Task instructions:
For the data below, please report each line where the word "nodes" is found.

[Opening Task data section]

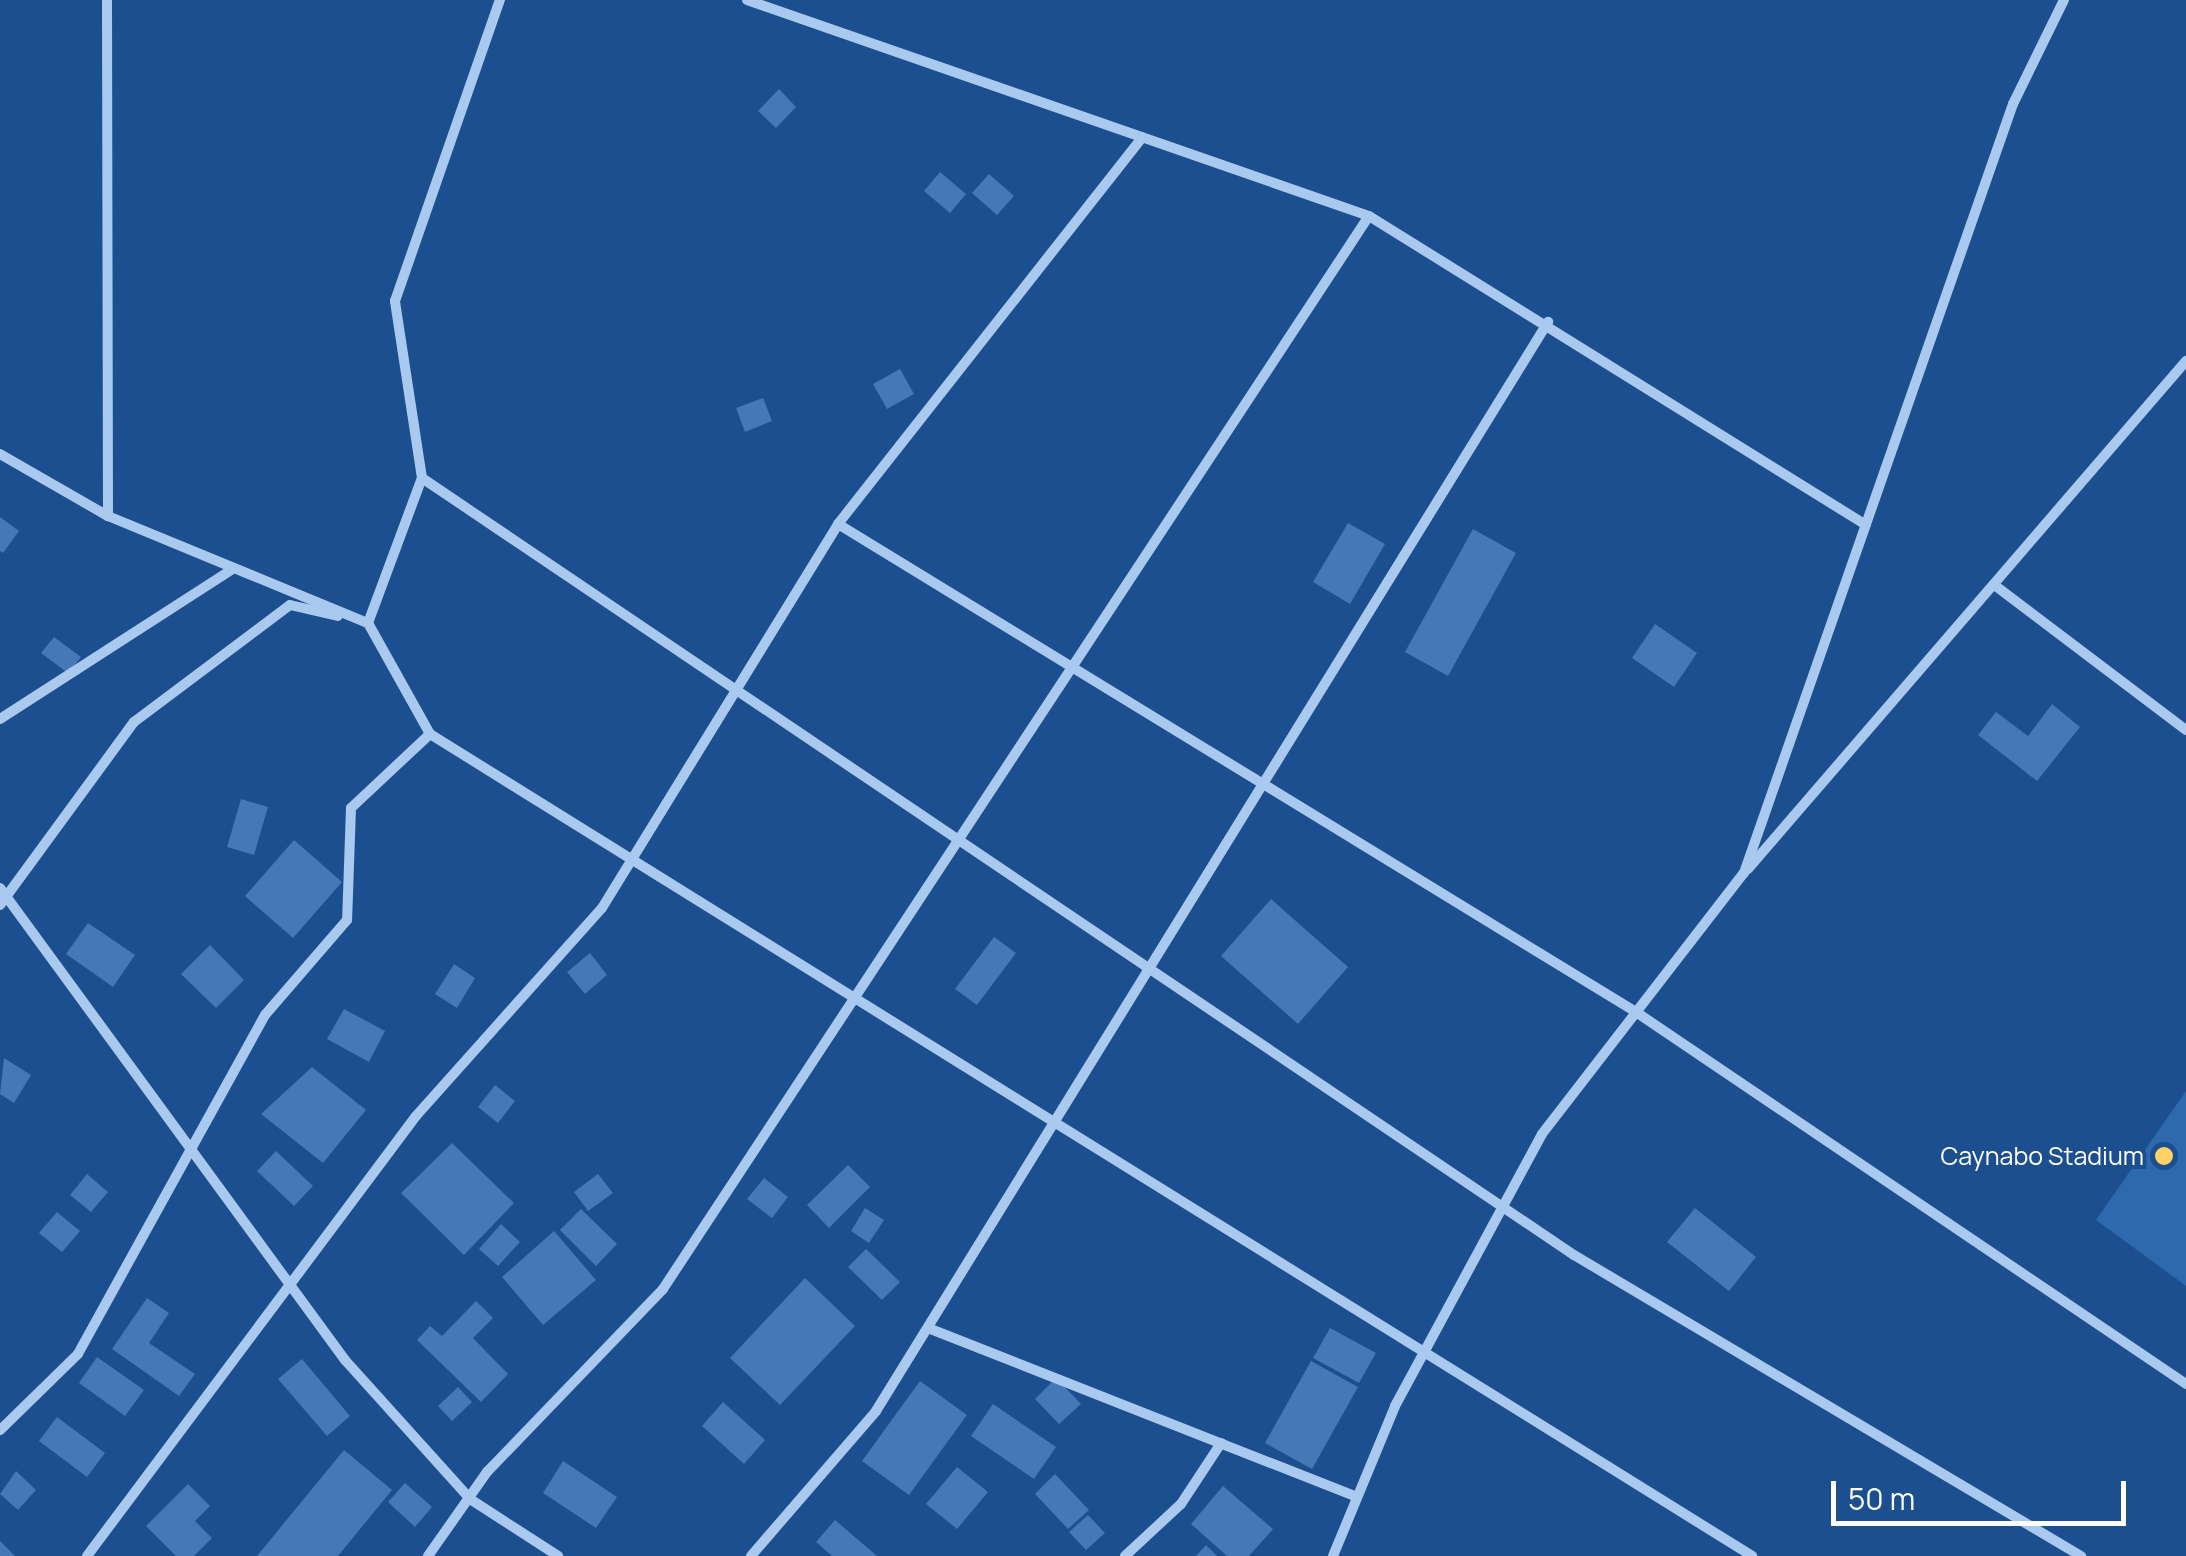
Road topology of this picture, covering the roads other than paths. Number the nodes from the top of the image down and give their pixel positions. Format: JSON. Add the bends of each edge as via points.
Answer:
{"nodes":[{"id":1,"x":107,"y":0,"type":"edge"},
{"id":2,"x":500,"y":0,"type":"edge"},
{"id":3,"x":747,"y":0,"type":"edge"},
{"id":4,"x":2064,"y":0,"type":"edge"},
{"id":5,"x":1142,"y":137,"type":"junction"},
{"id":6,"x":1369,"y":216,"type":"junction"},
{"id":7,"x":1548,"y":322,"type":"junction"},
{"id":8,"x":2186,"y":361,"type":"edge"},
{"id":9,"x":0,"y":454,"type":"edge"},
{"id":10,"x":422,"y":478,"type":"junction"},
{"id":11,"x":108,"y":516,"type":"junction"},
{"id":12,"x":838,"y":524,"type":"junction"},
{"id":13,"x":1866,"y":524,"type":"junction"},
{"id":14,"x":234,"y":568,"type":"junction"},
{"id":15,"x":1997,"y":587,"type":"junction"},
{"id":16,"x":368,"y":622,"type":"junction"},
{"id":17,"x":1073,"y":667,"type":"junction"},
{"id":18,"x":735,"y":691,"type":"junction"},
{"id":19,"x":0,"y":719,"type":"edge"},
{"id":20,"x":2186,"y":730,"type":"edge"},
{"id":21,"x":430,"y":734,"type":"junction"},
{"id":22,"x":1264,"y":784,"type":"junction"},
{"id":23,"x":958,"y":841,"type":"junction"},
{"id":24,"x":631,"y":860,"type":"junction"},
{"id":25,"x":1744,"y":873,"type":"junction"},
{"id":26,"x":2,"y":897,"type":"edge"},
{"id":27,"x":1149,"y":969,"type":"junction"},
{"id":28,"x":854,"y":999,"type":"junction"},
{"id":29,"x":1636,"y":1012,"type":"junction"},
{"id":30,"x":1054,"y":1123,"type":"junction"},
{"id":31,"x":187,"y":1156,"type":"junction"},
{"id":32,"x":1502,"y":1207,"type":"junction"},
{"id":33,"x":290,"y":1290,"type":"junction"},
{"id":34,"x":928,"y":1328,"type":"junction"},
{"id":35,"x":1424,"y":1353,"type":"junction"},
{"id":36,"x":2186,"y":1384,"type":"edge"},
{"id":37,"x":0,"y":1430,"type":"edge"},
{"id":38,"x":1221,"y":1443,"type":"junction"},
{"id":39,"x":1357,"y":1497,"type":"junction"},
{"id":40,"x":470,"y":1499,"type":"junction"},
{"id":41,"x":1337,"y":1554,"type":"edge"},
{"id":42,"x":87,"y":1556,"type":"edge"},
{"id":43,"x":428,"y":1556,"type":"edge"},
{"id":44,"x":558,"y":1556,"type":"edge"},
{"id":45,"x":751,"y":1556,"type":"edge"},
{"id":46,"x":1125,"y":1556,"type":"edge"},
{"id":47,"x":1752,"y":1556,"type":"edge"},
{"id":48,"x":2081,"y":1556,"type":"edge"}],
"edges":[{"from":1,"to":11,"type":"street"},
{"from":2,"to":10,"type":"street","via":[[395,300]]},
{"from":3,"to":5,"type":"street"},
{"from":4,"to":13,"type":"street","via":[[2013,104]]},
{"from":5,"to":6,"type":"street"},
{"from":5,"to":12,"type":"street"},
{"from":6,"to":7,"type":"street"},
{"from":6,"to":17,"type":"street"},
{"from":7,"to":13,"type":"street"},
{"from":7,"to":22,"type":"street"},
{"from":8,"to":15,"type":"street"},
{"from":9,"to":11,"type":"street"},
{"from":10,"to":16,"type":"street"},
{"from":10,"to":18,"type":"street"},
{"from":11,"to":14,"type":"street"},
{"from":12,"to":17,"type":"street"},
{"from":12,"to":18,"type":"street"},
{"from":13,"to":25,"type":"street"},
{"from":14,"to":16,"type":"street"},
{"from":14,"to":19,"type":"street"},
{"from":15,"to":20,"type":"street"},
{"from":15,"to":25,"type":"street"},
{"from":16,"to":21,"type":"street"},
{"from":16,"to":26,"type":"street","via":[[290,605],[134,722]]},
{"from":17,"to":22,"type":"street"},
{"from":17,"to":23,"type":"street"},
{"from":18,"to":23,"type":"street"},
{"from":18,"to":24,"type":"street"},
{"from":21,"to":24,"type":"street"},
{"from":21,"to":31,"type":"street","via":[[351,808],[347,920],[265,1015]]},
{"from":22,"to":27,"type":"street"},
{"from":22,"to":29,"type":"street"},
{"from":23,"to":27,"type":"street"},
{"from":23,"to":28,"type":"street"},
{"from":24,"to":28,"type":"street"},
{"from":24,"to":33,"type":"street","via":[[602,908],[416,1116]]},
{"from":25,"to":29,"type":"street"},
{"from":26,"to":31,"type":"street"},
{"from":27,"to":30,"type":"street"},
{"from":27,"to":32,"type":"street"},
{"from":28,"to":30,"type":"street"},
{"from":28,"to":40,"type":"street","via":[[663,1289]]},
{"from":29,"to":32,"type":"street","via":[[1542,1134]]},
{"from":29,"to":36,"type":"street"},
{"from":30,"to":34,"type":"street"},
{"from":30,"to":35,"type":"street"},
{"from":31,"to":33,"type":"street"},
{"from":31,"to":37,"type":"street","via":[[78,1354]]},
{"from":32,"to":35,"type":"street"},
{"from":32,"to":48,"type":"street"},
{"from":33,"to":40,"type":"street"},
{"from":33,"to":42,"type":"street"},
{"from":34,"to":38,"type":"street"},
{"from":34,"to":45,"type":"street","via":[[876,1412]]},
{"from":35,"to":39,"type":"street"},
{"from":35,"to":47,"type":"street"},
{"from":38,"to":39,"type":"street"},
{"from":38,"to":46,"type":"street","via":[[1181,1504]]},
{"from":39,"to":41,"type":"street"},
{"from":40,"to":43,"type":"street"},
{"from":40,"to":44,"type":"street"}]}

[Closing Task data section]

Task result:
Road topology of this picture, covering the roads other than paths. Number the nodes from the top of the image down and give their pixel positions. Format: JSON. Add the bends of each edge as via points.
{"nodes":[{"id":1,"x":107,"y":0,"type":"edge"},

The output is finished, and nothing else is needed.